(Saved entries)
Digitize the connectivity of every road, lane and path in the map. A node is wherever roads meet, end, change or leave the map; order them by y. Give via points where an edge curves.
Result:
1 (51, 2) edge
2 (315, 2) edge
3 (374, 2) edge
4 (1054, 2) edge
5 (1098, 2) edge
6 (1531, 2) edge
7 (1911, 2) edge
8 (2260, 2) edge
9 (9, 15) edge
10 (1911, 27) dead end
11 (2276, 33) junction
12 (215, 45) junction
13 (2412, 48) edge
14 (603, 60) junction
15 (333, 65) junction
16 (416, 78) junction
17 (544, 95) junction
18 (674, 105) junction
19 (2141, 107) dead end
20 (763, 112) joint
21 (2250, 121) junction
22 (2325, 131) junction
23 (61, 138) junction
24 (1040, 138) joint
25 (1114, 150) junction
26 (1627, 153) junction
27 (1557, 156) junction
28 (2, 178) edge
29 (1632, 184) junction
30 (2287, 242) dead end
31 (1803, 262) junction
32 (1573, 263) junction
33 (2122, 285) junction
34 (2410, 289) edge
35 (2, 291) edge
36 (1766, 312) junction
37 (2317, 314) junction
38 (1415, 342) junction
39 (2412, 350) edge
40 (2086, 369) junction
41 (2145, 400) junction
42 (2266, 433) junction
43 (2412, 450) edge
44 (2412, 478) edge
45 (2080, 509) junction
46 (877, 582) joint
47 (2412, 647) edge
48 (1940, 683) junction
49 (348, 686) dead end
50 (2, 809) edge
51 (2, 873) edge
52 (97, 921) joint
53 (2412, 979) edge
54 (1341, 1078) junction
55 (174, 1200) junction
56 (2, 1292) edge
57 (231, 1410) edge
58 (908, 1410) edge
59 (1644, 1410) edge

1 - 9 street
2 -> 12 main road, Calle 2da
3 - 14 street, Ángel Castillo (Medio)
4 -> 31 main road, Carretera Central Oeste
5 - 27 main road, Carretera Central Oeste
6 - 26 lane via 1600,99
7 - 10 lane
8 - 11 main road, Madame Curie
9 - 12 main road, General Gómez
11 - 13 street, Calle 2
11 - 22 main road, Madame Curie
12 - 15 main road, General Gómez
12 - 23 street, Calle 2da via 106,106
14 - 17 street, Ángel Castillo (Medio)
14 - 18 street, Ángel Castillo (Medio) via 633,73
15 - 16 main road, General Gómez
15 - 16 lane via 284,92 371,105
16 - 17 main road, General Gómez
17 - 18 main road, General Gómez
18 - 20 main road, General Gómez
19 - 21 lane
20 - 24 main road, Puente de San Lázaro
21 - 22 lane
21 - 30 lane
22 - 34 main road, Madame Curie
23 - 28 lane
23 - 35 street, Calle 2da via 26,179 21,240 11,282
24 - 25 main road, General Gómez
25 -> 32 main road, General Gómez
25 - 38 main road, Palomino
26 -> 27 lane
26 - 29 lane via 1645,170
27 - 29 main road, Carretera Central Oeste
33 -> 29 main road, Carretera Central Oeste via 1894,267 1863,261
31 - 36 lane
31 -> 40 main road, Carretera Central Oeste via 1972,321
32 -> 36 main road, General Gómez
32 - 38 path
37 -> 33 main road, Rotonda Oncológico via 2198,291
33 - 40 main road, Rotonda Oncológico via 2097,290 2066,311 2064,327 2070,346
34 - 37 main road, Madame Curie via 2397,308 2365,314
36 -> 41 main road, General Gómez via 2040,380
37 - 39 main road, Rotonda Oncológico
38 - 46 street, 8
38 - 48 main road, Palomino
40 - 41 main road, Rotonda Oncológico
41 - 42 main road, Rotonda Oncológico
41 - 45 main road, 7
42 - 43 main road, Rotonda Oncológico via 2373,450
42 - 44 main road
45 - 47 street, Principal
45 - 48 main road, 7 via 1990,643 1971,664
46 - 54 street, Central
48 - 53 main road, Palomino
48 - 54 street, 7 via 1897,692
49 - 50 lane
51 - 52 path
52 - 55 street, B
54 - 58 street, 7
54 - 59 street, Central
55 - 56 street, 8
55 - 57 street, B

PROBLEM REQUIREMENTS:
Return the number of lines in the data above that include the word "Gómez", and nothing else.

ANSWER:
10